Problem statement:
Find the word "Sheridan" below. Copy each line that has it.

Provided data:
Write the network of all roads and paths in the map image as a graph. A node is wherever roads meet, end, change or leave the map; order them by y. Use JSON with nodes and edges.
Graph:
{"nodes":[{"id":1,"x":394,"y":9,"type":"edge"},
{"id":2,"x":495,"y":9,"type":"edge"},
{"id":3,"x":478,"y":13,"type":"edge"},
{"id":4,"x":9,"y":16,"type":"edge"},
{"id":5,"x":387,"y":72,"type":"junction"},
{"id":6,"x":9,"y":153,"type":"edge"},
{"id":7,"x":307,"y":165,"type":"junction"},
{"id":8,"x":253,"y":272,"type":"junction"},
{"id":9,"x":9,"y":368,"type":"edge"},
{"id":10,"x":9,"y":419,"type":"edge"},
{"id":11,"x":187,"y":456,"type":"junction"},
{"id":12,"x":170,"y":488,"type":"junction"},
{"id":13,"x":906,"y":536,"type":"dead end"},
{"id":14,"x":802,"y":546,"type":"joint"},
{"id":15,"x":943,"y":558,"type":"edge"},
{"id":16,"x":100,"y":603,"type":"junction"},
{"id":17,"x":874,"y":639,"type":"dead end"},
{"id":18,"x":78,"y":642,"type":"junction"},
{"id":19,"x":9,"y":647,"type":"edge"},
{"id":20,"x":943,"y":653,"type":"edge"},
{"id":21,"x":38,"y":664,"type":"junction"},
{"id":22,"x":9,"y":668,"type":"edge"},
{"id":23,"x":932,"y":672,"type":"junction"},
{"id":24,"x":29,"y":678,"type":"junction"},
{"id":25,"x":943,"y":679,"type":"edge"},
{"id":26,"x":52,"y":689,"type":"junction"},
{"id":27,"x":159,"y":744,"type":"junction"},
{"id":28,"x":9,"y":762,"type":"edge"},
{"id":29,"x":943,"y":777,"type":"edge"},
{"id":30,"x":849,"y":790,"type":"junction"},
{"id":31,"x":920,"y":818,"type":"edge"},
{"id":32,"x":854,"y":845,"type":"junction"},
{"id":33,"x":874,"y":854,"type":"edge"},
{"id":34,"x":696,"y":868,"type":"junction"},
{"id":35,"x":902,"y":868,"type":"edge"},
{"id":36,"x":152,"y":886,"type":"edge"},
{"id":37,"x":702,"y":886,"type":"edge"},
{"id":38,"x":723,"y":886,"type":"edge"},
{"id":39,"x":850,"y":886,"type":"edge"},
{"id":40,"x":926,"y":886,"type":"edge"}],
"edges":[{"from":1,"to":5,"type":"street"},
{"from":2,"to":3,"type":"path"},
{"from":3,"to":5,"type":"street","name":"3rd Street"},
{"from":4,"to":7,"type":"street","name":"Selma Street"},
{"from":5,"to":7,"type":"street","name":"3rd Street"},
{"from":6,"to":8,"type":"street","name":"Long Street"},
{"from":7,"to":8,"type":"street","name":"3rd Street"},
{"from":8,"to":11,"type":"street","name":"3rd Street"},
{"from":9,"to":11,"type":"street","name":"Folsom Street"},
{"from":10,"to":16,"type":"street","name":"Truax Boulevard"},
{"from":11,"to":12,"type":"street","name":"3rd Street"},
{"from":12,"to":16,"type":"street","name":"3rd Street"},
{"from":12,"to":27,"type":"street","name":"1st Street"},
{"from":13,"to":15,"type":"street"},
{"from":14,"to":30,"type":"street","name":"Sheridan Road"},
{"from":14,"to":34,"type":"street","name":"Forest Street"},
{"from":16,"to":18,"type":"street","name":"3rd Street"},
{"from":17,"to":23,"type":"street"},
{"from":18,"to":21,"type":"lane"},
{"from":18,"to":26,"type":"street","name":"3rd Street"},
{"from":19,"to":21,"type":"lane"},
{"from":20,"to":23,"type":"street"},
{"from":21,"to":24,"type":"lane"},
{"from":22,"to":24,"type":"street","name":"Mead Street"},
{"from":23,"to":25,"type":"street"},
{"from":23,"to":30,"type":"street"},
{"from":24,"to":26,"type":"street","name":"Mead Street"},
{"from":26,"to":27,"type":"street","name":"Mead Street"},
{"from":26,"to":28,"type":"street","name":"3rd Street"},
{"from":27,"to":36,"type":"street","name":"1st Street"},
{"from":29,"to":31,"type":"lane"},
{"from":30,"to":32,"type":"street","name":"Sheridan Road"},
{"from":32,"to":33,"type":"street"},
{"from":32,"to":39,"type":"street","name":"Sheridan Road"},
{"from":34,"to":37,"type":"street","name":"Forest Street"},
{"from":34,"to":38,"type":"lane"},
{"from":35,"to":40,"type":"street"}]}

Task result:
{"from":14,"to":30,"type":"street","name":"Sheridan Road"},
{"from":30,"to":32,"type":"street","name":"Sheridan Road"},
{"from":32,"to":39,"type":"street","name":"Sheridan Road"},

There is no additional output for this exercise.